Я как человек, который перешел с НПО на социальное предпринимательство, сразу всем говорю: «Научитесь зарабатывать деньги!». Сбыт, продажи. В первую очередь спрашиваю про продажи, насколько, люди считают, правильно это. А для бизнесменов объясняю с другой стороны. Прежде всего должен быть качественный менеджмент, skills у человека, желание помочь и желание развиваться всей командой. У меня, когда сейчас запускаю новые продукты, берем новые объемы, масштабируемся, основная цель – развиваться. Сделать, чтобы всем было удобно, например, добираться. Я никогда не подходила к арендодателю и не просила скидку за то, что мы социальные предприниматели. Бывают у нас сильные партнеры, которые говорят: «Давай познакомлю тебя с бизнесменом, он проспонсирует тебя», я отвечаю: «Покупайте, делайте продажи, сбыт». Мне чуждо понятие иждивения. Когда вижу, как социальные предприниматели о чем-то просят, хочу объяснить, что конкурировать на рынке как предприниматель, в первую очередь быть конкурентным – это классно, это про то, что ты сильный. А зарабатывать на этом – такой бонус.

Социальное предпринимательство – это прежде всего про бизнес или про социальную составляющую?

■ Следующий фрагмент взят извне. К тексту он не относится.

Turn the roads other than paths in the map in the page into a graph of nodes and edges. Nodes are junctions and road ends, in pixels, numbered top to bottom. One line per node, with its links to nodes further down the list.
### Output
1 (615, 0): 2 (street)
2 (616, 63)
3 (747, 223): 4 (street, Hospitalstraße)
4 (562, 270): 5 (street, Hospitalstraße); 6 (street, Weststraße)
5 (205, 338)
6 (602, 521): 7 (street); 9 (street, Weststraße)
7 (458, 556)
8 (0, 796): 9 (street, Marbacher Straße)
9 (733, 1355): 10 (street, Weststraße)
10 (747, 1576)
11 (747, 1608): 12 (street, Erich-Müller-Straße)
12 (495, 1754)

Социальное предпринимательство для меня в первую очередь бизнес. Потому что, если ты не умеешь мыслить, как социальный предприниматель, ты не можешь развивать, ты не можешь существовать. Очень много крутых идей на рынке, которые не смогли выжить не из-за того, что идея плохая, а просто по одной причине: они не могли зарабатывать. И когда ты занимаешься социальными проектами, ты живешь от гранта до гранта, от проекта до проекта, ты не можешь существовать без них, некая зависимость. За эти три года, несмотря на то что мы получали гранты и инвестиции, я никогда и ни у кого ничего не просила.

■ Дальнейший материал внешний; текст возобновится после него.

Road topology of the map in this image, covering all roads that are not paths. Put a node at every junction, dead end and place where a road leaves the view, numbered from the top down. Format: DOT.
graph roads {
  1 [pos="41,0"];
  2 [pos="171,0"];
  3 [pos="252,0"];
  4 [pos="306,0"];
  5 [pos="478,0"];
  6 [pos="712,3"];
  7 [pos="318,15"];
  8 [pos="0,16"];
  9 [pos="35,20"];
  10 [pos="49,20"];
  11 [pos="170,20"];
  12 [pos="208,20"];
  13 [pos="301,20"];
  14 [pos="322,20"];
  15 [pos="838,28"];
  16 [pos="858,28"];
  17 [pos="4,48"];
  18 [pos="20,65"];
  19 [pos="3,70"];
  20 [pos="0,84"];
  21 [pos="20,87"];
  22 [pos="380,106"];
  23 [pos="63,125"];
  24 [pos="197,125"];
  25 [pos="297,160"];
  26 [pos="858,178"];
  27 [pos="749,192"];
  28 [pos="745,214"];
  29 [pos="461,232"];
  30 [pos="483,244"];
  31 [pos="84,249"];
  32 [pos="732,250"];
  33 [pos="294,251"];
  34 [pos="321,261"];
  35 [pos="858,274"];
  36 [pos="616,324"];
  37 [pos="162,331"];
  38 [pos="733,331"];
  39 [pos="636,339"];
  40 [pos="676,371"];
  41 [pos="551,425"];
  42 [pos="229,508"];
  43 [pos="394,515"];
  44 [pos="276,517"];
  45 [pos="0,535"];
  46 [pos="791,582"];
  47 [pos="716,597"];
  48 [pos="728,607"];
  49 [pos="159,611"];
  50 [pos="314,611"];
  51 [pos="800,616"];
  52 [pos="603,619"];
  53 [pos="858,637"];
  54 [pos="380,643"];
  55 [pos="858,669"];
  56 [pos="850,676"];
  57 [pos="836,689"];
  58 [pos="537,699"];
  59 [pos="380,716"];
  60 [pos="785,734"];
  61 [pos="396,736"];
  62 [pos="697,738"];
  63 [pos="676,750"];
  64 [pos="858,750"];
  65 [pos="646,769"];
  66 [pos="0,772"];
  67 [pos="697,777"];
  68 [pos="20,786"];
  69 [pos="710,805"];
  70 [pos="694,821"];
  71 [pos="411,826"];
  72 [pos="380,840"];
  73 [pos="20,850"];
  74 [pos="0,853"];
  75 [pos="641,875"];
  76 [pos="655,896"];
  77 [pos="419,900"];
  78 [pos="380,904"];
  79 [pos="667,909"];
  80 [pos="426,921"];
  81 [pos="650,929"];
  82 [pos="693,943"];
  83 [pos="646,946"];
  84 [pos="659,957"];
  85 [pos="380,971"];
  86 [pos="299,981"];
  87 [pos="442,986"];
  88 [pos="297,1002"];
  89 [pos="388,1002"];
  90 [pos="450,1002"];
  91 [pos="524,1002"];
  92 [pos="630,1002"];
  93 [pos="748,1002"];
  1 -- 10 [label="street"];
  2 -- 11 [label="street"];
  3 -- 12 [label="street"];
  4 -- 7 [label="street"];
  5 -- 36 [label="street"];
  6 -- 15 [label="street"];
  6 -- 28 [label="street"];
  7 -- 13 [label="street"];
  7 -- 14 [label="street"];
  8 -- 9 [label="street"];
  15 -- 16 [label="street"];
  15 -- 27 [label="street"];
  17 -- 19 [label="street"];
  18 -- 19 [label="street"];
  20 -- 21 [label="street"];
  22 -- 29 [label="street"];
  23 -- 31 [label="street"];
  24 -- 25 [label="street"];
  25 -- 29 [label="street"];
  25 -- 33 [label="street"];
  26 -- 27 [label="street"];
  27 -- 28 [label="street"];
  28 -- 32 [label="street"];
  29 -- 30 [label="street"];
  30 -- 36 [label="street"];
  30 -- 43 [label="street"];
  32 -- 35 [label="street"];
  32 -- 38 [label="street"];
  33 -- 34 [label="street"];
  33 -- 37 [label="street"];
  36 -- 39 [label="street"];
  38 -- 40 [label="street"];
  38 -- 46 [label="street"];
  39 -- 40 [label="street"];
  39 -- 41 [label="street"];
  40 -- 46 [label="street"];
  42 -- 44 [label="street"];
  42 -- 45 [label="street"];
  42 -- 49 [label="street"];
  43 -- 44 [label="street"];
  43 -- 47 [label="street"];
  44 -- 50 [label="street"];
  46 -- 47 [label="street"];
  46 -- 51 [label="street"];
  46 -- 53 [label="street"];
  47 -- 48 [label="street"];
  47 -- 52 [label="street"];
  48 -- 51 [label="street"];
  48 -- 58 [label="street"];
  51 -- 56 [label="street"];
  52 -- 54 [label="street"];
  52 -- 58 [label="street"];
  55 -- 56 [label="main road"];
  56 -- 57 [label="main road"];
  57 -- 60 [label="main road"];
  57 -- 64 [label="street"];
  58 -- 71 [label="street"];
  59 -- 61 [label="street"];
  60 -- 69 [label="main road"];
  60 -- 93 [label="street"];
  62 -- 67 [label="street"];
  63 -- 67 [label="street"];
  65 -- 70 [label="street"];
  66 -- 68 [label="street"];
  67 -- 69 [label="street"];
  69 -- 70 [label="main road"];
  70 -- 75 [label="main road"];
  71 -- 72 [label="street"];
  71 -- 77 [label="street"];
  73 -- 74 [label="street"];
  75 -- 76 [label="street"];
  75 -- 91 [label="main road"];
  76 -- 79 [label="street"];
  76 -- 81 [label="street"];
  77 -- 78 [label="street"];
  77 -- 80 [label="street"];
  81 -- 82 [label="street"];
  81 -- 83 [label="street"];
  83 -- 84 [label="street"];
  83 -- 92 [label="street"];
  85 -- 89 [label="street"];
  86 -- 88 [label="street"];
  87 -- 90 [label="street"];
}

Замечаю такую тенденцию, что чем сложнее миру, стране, тем больше я увидела людей с открытым сердцем, которые готовы помогать, поддерживать, заниматься благотворительностью. Причем не ради пиара, а искренне. Мне кажется, это связано с тем, что у людей есть осознанность, понимание. Ими движет желание быть полезным.

Как социальный бизнес помогал пострадавшим в Казахстане во время январских событий?

Январские события научили нас еще крепче ценить то, что имеем сейчас. Не могу назвать, чем конкретно занимались мои коллеги – социальные предприниматели, – но мне кажется, самое важное дело было просто попросить сидеть дома. Я нахожусь в столице, Нур-Султане, а все производство в Алма-Ате. Весь январь команда отдыхала. Несмотря на то, что получала полную заработную плату. Это было нашим решением – остановить производство. Лично я выходила, чтобы готовить еду, кормить военных, которые охраняли площади.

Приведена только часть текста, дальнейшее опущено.